Improving Lucene Search Performance

By Jayesh Gangadharan – Sr. Software Engineer – ADP Cobalt Social Media Team

Lucene Search

Lucene search api creates an Index of your data and lets you search on the indexed data instead of using a traditional relational database.  Lucene is primarily used for indexing document text but can be used as a mechanism to produce facets for tabular data.  This was our primary usage as producing facets and counts from a relational model is much more expensive.

Initial implementation 

We followed Master / Slave based configuration with Hibernate search (hibernate search uses lucene), so we maintain Index copy on each node and refresh the indexes every 300 seconds.   Hibernate Search provides MassIndexer api to create the index data from the datasource.
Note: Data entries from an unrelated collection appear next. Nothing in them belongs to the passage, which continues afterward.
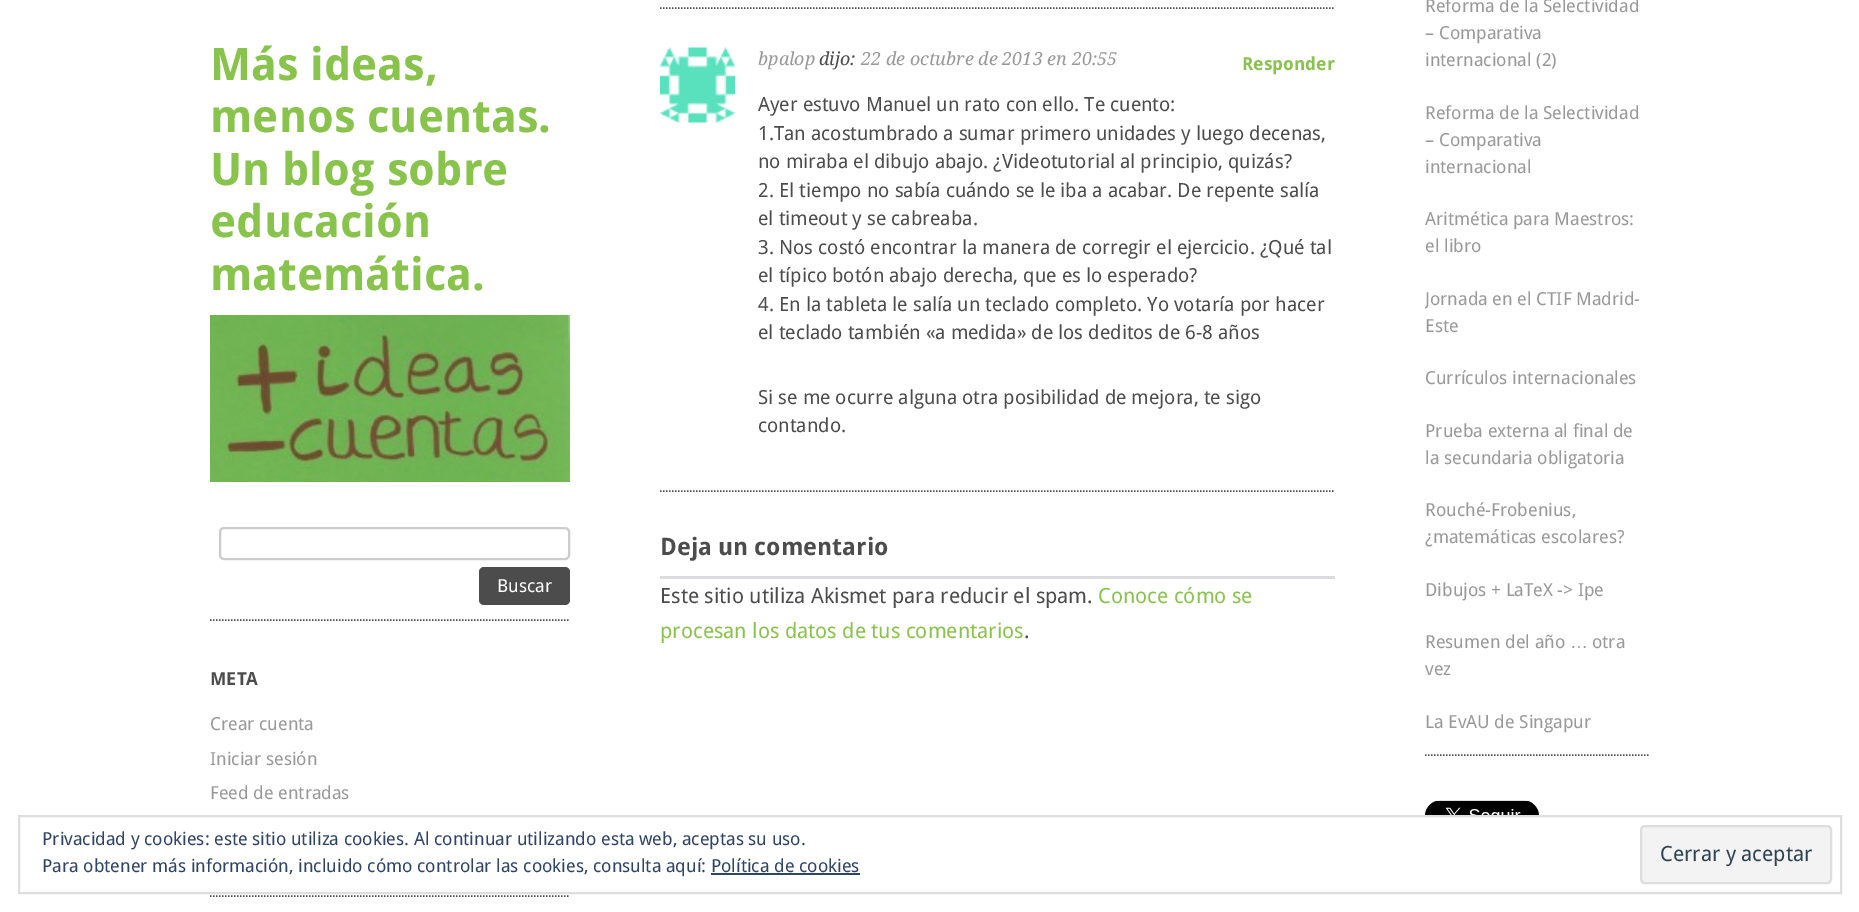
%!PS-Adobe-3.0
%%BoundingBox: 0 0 1859 912
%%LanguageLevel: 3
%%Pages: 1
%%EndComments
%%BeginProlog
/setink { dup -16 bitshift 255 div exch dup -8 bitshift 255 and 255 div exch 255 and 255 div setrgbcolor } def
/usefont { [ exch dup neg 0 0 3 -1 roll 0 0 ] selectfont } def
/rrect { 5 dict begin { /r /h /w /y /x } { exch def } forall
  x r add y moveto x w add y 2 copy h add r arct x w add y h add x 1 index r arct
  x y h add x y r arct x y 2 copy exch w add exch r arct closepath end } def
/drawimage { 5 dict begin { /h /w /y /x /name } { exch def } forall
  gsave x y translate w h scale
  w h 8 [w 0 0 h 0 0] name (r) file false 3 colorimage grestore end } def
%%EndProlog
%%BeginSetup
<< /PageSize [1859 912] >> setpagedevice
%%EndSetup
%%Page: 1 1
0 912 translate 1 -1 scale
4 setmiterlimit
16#FFFFFF setink
0 0 1859 912 rectfill
/DroidSans-Bold 45 usefont
16#88C34B setink
[
    [(Más ideas,) 210 80]
    [(menos cuentas.) 210 132]
    [(Un blog sobre) 210 185]
    [(educación) 210 237]
    [(matemática.) 210 290]
] { aload pop moveto show } forall
(img1.raw) 210 315 360 167 drawimage
16#4C4C4C setink
1.5 setlinewidth
[1.5 1.5] 0 setdash
210 620 moveto 570 620 lineto stroke
16#CCCCCC setink
2 setlinewidth
[] 0 setdash
220 528 349 31 4 rrect stroke
16#4C4C4C setink
479 567 91 38 5 rrect fill
/DroidSans-Regular 18 usefont
16#FFFFFF setink
497 592 moveto (Buscar) show
16#4C4C4C setink
1.5 setlinewidth
[1.5 1.5] 0 setdash
210 896 moveto 570 896 lineto stroke
/DroidSans-Bold 18 usefont
210 685 moveto (META) show
/DroidSans-Regular 18 usefont
16#999999 setink
[
    [(Crear cuenta) 210 730]
    [(Iniciar sesión) 210 765]
    [(Feed de entradas) 210 799]
] { aload pop moveto show } forall
16#4C4C4C setink
660 8 moveto 1335 8 lineto stroke
660 491 moveto 1335 491 lineto stroke
(img2.raw) 660 47 75 76 drawimage
/DroidSerif-Italic 18 usefont
16#999999 setink
758 65 moveto (bpalop) show
16#4C4C4C setink
819 65 moveto (dijo:) show
16#999999 setink
861 65 moveto (22 de octubre de 2013 en 20:55) show
/DroidSans-Bold 18 usefont
16#88C34B setink
1242 70 moveto (Responder) show
/DroidSans-Regular 19.5 usefont
16#4C4C4C setink
[
    [(Ayer estuvo Manuel un rato con ello. Te cuento:) 758 111]
    [(1.Tan acostumbrado a sumar primero unidades y luego decenas,) 758 140]
    [(no miraba el dibujo abajo. ¿Videotutorial al principio, quizás?) 758 168]
    [(2. El tiempo no sabía cuándo se le iba a acabar. De repente salía) 758 197]
    [(el timeout y se cabreaba.) 758 225]
    [(3. Nos costó encontrar la manera de corregir el ejercicio. ¿Qué tal) 758 254]
    [(el típico botón abajo derecha, que es lo esperado?) 758 282]
    [(4. En la tableta le salía un teclado completo. Yo votaría por hacer) 758 311]
    [(el teclado también «a medida» de los deditos de 6-8 años) 758 339]
    [(Si se me ocurre alguna otra posibilidad de mejora, te sigo) 758 404]
    [(contando.) 758 432]
] { aload pop moveto show } forall
/DroidSans-Bold 24 usefont
660 555 moveto (Deja un comentario) show
16#DCDCDE setink
660 576 675 3 rectfill
/DroidSans-Regular 21 usefont
16#4C4C4C setink
660 603 moveto (Este sitio utiliza Akismet para reducir el spam.) show
16#88C34B setink
1098 603 moveto (Conoce cómo se) show
660 638 moveto (procesan los datos de tus comentarios) show
16#4C4C4C setink
1024 638 moveto (.) show
1425 755 moveto 1650 755 lineto stroke
/DroidSans-Regular 18 usefont
16#999999 setink
[
    [(Reforma de la Selectividad) 1425 12]
    [(– Comparativa) 1425 39]
    [(internacional \(2\)) 1425 66]
    [(Reforma de la Selectividad) 1425 119]
    [(– Comparativa) 1425 146]
    [(internacional) 1425 173]
    [(Aritmética para Maestros:) 1425 225]
    [(el libro) 1425 252]
] { aload pop moveto show } forall
gsave
1425 0 225 755 rectclip
1425 305 moveto (Jornada en el CTIF Madrid-) show
grestore
[
    [(Este) 1425 332]
    [(Currículos internacionales) 1425 384]
    [(Prueba externa al final de) 1425 437]
    [(la secundaria obligatoria) 1425 464]
    [(Rouché-Frobenius,) 1425 516]
    [(¿matemáticas escolares?) 1425 543]
    [(Dibujos + LaTeX -> Ipe) 1425 596]
    [(Resumen del año) 1425 648]
] { aload pop moveto show } forall
/LiberationSans-Regular 18 usefont
1570 648 moveto (…) show
/DroidSans-Regular 18 usefont
[
    [(otra) 1592 648]
    [(vez) 1425 675]
    [(La EvAU de Singapur) 1425 728]
] { aload pop moveto show } forall
(img3.raw) 1425 800 114 15 drawimage
16#DEDEDE setink
2 setlinewidth
[] 0 setdash
19 816 1822 77 rectstroke
16#2E4467 setink
42 845 moveto (Privacidad y cookies: este sitio utiliza cookies. Al continuar utilizando esta web, aceptas su uso.) show
42 872 moveto (Para obtener más información, incluido cómo controlar las cookies, consulta aquí: Política de cookies) show
16#F3F3F3 setink
1641 826 190 57 4 rrect gsave fill grestore
16#DEDEDE setink
stroke
/DroidSans-Regular 21 usefont
16#2E4453 setink
1660 861 moveto (Cerrar y aceptar) show
16#2E4467 setink
711 873 149 2 rectfill
showpage
%%EOF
We basically wipeoff and start the index from zero everytime the app starts up. Reindexer is used or updating the index data on any changes happening in the database.

Our Scalability Challenge

Under low load the index queries were performing adequately.  However when we started onboarding thousands of dealers with hundreds of thousands of records we saw significant degradation due to the amount of filters and range queries we were performing.  Our date range queries were taking ~250 milliseconds and caused the CPU usage to spike backing up thread usage, producing locks and causing downstream contention.

Range Queries

One example on how we create Range queries (We use JPA (hibernate) as a wrapper on top of lucence to make our life easier with persistence))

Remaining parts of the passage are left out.